I started out with a few extra bank accounts, and paper work. That evolved into caches and stashes. With some vague idea of "Than Came Bronson" anonymous biker roaming the country, that in turn evolved into Jeremiah Johnson Mountain Man bugging out into the wilderness plan. I became a perpetual student taking a variety of courses that I thought were relevant to survival on the streets and wilderness survival. EMT, Self defense, Mechanics, Small engine repair, plumbing, survival camps, culinary and medicinal herbs, gardening farming, animal husbandry, sailing, navigation and whatever came along of interest that I thought would assist me on the road or survival in the wilderness. Along with a variety of jobs from logging to commercial fishing, motorcycle mechanics and of course printing and graphic design. The latter is being my focus once I decided to settle down, play the money game and start my business. Since the early 70's I have been prepping or survival training. The perpetual student to some degree or other. 

Over the decades having acquired some experience it became apparent that while I had proven I could survive most anywhere. I also became aware that regardless of what or how much I cached, stashed, put away, it would all eventually run out. Without an infrastructure to resupply prepping alone would eventuality lead to a very meager hand to mouth existence. With death a constant daily consequence of the slightest misstep, injury, illness or inability to produce even for a short time. Prepping alone could not provide my family the necessities of long term survival. So we quite prepping about ten years ago.


----------



## ram91648 (Jan 9, 2011)

I'm a Christian country boy. Experience and knowledge in those two areas allow me to be prepared for anything.


----------



## dennisroth2 (Feb 13, 2012)

*started prepping?*

sometime early 90's,Clinton election got me serious,got real serious prior to Y2K.Not being a "computer guy" I wasn't sure at all about Y2K but with everything else just wanted to be ready for whatever!Worry more about our systematic,gradual loss of RIGHTS, and 50% of the country thinking it is perfectly ok and "necessary".I may not live to see it but I am CONVINCED we are headed for another revolution, country is so divided there is no other course,don't know when but it will happen. AZCOWBOY


----------



## HoppeEL4 (Dec 29, 2010)

I grew up here in the Northwest, near Mount Hood. Part of our schools way was a lot of outdoor stuff. We had a lot of post hippy teachers into that and then growing up here, you learn a lot sort of by osmosis (you are around the outdoors all the time with people who know what they are doing). I came from farming families in the past, and although my parents were not, they had an understanding of it and passed it along to some degree. 

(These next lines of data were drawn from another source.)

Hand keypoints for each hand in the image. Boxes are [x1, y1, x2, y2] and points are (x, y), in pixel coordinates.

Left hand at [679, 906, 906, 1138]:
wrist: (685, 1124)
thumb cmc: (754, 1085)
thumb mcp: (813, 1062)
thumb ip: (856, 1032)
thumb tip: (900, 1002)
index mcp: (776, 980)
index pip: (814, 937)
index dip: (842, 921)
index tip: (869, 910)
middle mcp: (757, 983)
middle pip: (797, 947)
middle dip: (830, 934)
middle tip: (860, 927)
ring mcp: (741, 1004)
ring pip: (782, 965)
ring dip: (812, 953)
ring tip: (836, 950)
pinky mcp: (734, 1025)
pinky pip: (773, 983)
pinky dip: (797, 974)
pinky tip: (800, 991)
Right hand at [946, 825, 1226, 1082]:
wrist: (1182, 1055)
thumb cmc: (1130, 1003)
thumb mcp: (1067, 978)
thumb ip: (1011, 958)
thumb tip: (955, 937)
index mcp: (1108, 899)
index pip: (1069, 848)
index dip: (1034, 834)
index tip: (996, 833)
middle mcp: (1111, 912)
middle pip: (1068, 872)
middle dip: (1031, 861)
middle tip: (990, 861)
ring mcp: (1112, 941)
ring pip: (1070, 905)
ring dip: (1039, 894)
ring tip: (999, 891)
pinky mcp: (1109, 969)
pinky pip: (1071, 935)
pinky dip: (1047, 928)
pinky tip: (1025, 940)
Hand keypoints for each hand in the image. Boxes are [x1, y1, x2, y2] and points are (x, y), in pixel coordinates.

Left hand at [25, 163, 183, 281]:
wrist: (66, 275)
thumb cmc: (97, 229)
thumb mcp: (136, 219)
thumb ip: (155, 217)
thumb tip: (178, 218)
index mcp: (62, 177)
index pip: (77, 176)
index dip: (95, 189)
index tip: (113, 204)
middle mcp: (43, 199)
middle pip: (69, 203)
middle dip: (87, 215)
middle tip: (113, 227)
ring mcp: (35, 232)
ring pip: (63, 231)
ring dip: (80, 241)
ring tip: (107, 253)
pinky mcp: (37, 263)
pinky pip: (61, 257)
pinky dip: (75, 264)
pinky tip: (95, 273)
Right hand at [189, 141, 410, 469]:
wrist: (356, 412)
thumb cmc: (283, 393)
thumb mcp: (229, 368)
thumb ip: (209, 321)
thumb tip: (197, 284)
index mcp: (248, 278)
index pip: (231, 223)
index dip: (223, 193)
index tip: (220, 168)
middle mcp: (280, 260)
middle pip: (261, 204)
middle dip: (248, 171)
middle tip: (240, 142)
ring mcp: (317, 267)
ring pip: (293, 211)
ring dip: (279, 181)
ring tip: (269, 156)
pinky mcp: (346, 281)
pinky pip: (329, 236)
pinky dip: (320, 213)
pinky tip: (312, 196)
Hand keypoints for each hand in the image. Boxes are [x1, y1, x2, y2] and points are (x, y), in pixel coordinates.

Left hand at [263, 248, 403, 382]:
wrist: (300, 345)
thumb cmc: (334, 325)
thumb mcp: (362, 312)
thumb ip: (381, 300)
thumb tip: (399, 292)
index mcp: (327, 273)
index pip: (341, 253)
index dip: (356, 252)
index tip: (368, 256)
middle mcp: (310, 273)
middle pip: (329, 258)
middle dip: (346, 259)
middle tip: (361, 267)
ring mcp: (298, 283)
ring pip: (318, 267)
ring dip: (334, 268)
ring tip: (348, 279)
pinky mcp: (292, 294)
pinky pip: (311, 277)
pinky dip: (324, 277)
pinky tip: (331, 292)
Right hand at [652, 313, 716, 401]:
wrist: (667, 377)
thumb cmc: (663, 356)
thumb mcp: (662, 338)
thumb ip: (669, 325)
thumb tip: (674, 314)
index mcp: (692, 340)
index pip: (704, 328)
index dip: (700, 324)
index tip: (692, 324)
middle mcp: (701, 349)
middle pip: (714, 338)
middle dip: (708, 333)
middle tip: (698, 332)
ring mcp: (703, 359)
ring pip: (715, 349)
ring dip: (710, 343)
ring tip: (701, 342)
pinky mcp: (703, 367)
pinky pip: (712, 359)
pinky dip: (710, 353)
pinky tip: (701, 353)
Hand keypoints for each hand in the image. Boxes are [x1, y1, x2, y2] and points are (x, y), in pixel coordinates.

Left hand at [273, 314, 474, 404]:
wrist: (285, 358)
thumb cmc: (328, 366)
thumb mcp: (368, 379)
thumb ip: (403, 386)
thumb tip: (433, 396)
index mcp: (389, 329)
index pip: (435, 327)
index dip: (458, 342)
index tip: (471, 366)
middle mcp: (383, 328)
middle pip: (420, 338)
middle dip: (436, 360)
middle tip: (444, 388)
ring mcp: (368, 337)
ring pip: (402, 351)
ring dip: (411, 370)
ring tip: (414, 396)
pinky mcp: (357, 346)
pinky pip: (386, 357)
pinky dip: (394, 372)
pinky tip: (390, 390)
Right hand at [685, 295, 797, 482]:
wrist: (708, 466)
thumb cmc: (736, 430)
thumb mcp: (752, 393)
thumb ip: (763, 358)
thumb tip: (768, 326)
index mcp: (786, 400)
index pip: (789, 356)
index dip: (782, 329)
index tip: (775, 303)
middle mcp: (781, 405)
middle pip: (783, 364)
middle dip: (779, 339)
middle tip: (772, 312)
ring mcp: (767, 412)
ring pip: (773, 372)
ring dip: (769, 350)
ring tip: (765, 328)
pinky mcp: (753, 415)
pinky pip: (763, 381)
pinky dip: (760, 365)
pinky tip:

We worked at local farms, knew local farmers...like I said that knowledge was by growing up around it all. However my turning point was in 2008. We were living in the near rural end of a suburb, in a duplex that was behind this older complex infested with illegals and gangs and drug dealers. During the time 08 happened and we saw so much crime and troubles, we knew not only we had to get away from that all, we had to start thinking differently about what would happen if all heck broke loose and supply lines were disturbed or the markets dropped so badly, what little we might have in the bank would not be available to us.

We now live in the country, our situation has improved, but it has been a little hit and miss since it is a rental and the owner plans sometime in the future to develop the land (the house we're in would be torn down). I can honestly say by now we should have had the land under some sort of control, but we have lacked the tools and then the fear of it being yanked out from under us at any given moment has sort of stifled our ambition. I just need to do it under the assumption that it will be a while before development will happen here since the owner has tons of developed plots not even built on in years.


----------



## Padre (Oct 7, 2011)

I have always been a prepper. I grew up at the tail end of the soviet threat and throughout my life I have always felt as if I was living in a period of decay--moral decay, that I knew would lead to cultural and societal decay and eventually structural breakdown. 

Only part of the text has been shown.